Does hormone replacement therapy (HRT) cause breast cancer? An application of causal principles to three studies
- Samuel Shapiro1,
- Richard D T Farmer2,
- John C Stevenson3,
- Henry G Burger4,
- Alfred O Mueck5,
- Anne Gompel6
- 1Visiting Professor of Epidemiology, Department of Epidemiology, University of Cape Town, Cape Town, South Africa
- 2Emeritus Professor of Epidemiology, Department of Epidemiology, University of Surrey, Guildford, UK
- 3Consultant Physician and Reader in Metabolic Medicine, National Heart and Lung Institute, Imperial College, London and Brompton Hospital, London, UK
- 4Emeritus Director, Prince Henry's Institute of Medical Research, Monash Medical Centre, Clayton and Consultant Endocrinologist, Jean Hailes Medical Centre for Women, Clayton, Victoria, Australia
- 5Professor of Clinical Pharmacology and Endocrinology, Department of Endocrinology, University Women's Hospital, Tubingen, Germany
- 6Professor of Gynaecology, Gynaecological Endocrinology Unit, Paris Descartes University, APHP, Port-Royal Hospital, Paris, France
- Correspondence to Professor Samuel Shapiro, Department of Public Health and Family Medicine, University of Cape Town Medical School, Anzio Road, Observatory, Cape Town, South Africa;
- Received 9 October 2012
- Accepted 8 November 2012
Background Based principally on findings in three studies, the Collaborative Reanalysis (CR), the Women's Health Initiative (WHI), and the Million Women Study, it is claimed that hormone replacement therapy (HRT) is an established cause of breast cancer. The authors have previously reviewed those studies (Parts 1–4). The WHI findings were first published in 2002, following which the use of HRT rapidly declined. A correspondingly rapid decline in the incidence of breast cancer has been reported, and attributed to the drop in the use of HRT. The evidence, however, is conflicting.

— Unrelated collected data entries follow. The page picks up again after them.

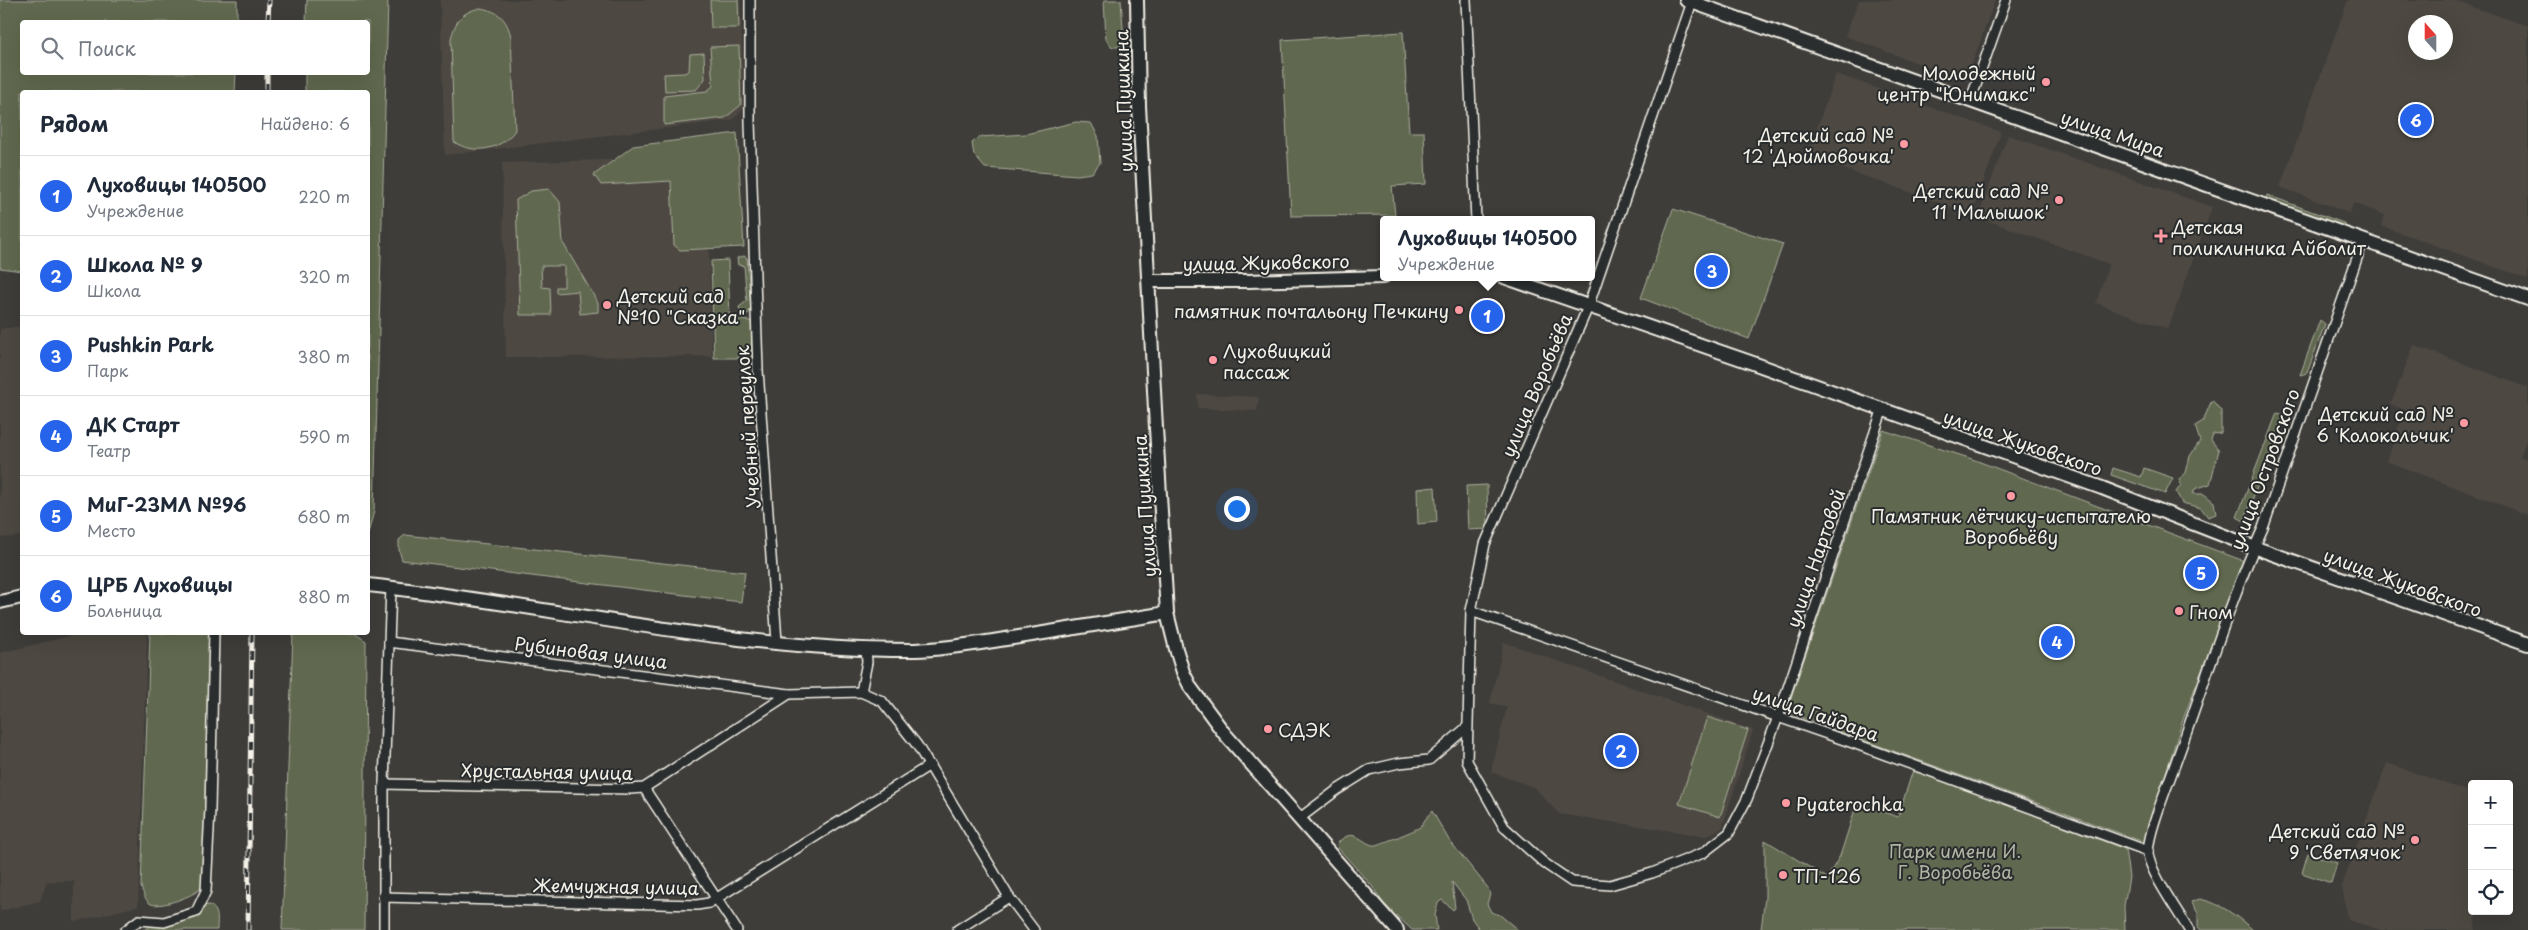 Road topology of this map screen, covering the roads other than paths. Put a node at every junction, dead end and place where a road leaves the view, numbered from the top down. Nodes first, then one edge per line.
1 (750, 0) edge
2 (1137, 0) edge
3 (1466, 0) edge
4 (2006, 0) edge
5 (1689, 1) edge
6 (1970, 102) junction
7 (1476, 216) edge
8 (2363, 241) junction
9 (1380, 277) edge
10 (1150, 281) junction
11 (1515, 281) edge
12 (2528, 299) edge
13 (1588, 307) junction
14 (1882, 411) junction
15 (2253, 547) junction
16 (370, 585) edge
17 (391, 587) junction
18 (20, 597) edge
19 (0, 602) edge
20 (1471, 611) junction
21 (1168, 613) junction
22 (214, 635) edge
23 (389, 642) junction
24 (777, 642) junction
25 (2528, 644) edge
26 (866, 649) junction
27 (861, 692) junction
28 (789, 694) junction
29 (1778, 717) junction
30 (1466, 728) junction
31 (930, 765) junction
32 (384, 784) junction
33 (644, 788) junction
34 (1300, 818) junction
35 (2148, 851) junction
36 (383, 897) junction
37 (1009, 897) junction
38 (716, 899) junction
39 (126, 930) edge
40 (384, 930) edge
41 (737, 930) edge
42 (957, 930) edge
43 (1034, 930) edge
44 (1397, 930) edge
45 (2189, 930) edge

1 - 24 street, Учебный переулок
2 - 10 street, улица Пушкина
3 - 7 street
4 - 6 street
5 - 6 street, улица Мира
5 - 13 street, улица Воробьёва
6 - 8 street, улица Мира
8 - 12 street, улица Мира
8 - 15 street, улица Островского
9 - 10 street, улица Жуковского
10 - 21 street, улица Пушкина
11 - 13 street, улица Жуковского
13 - 14 street, улица Жуковского
13 - 20 street, улица Воробьёва
14 - 15 street, улица Жуковского
14 - 29 street, улица Нартовой
15 - 25 street, улица Жуковского
15 - 35 street, улица Островского
16 - 17 street
17 - 23 street
17 - 24 street
18 - 19 street
20 - 29 street, улица Гайдара
20 - 30 street, улица Воробьёва
21 - 26 street
21 - 34 street, улица Пушкина
22 - 39 street
23 - 28 street, Рубиновая улица
23 - 32 street
24 - 26 street
26 - 27 street
27 - 28 street
27 - 31 street
28 - 33 street, Хрустальная улица
29 - 30 street, улица Нартовой
29 - 35 street, улица Гайдара
30 - 34 street
31 - 37 street
31 - 38 street, Жемчужная улица
32 - 33 street, Хрустальная улица
32 - 36 street
33 - 38 street
34 - 44 street, улица Пушкина
35 - 45 street
36 - 38 street, Жемчужная улица
36 - 40 street
37 - 42 street
37 - 43 street
38 - 41 street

Methods Using generally accepted causal criteria, in this article (Part 5) the authors evaluate reported trends in the incidence of breast cancer.
Results The evidence to suggest a correlated decline in the incidence of breast cancer following a decline in the use of HRT has not adequately satisfied the criteria of time order, detection bias, confounding, statistical stability and strength of association, internal consistency, and external consistency; biological plausibility is difficult to assess.
Conclusions Based on the observed trends in the incidence of breast cancer following the decline in HRT use, the ecological evidence is too limited either to support or refute the possibility that HRT causes breast cancer.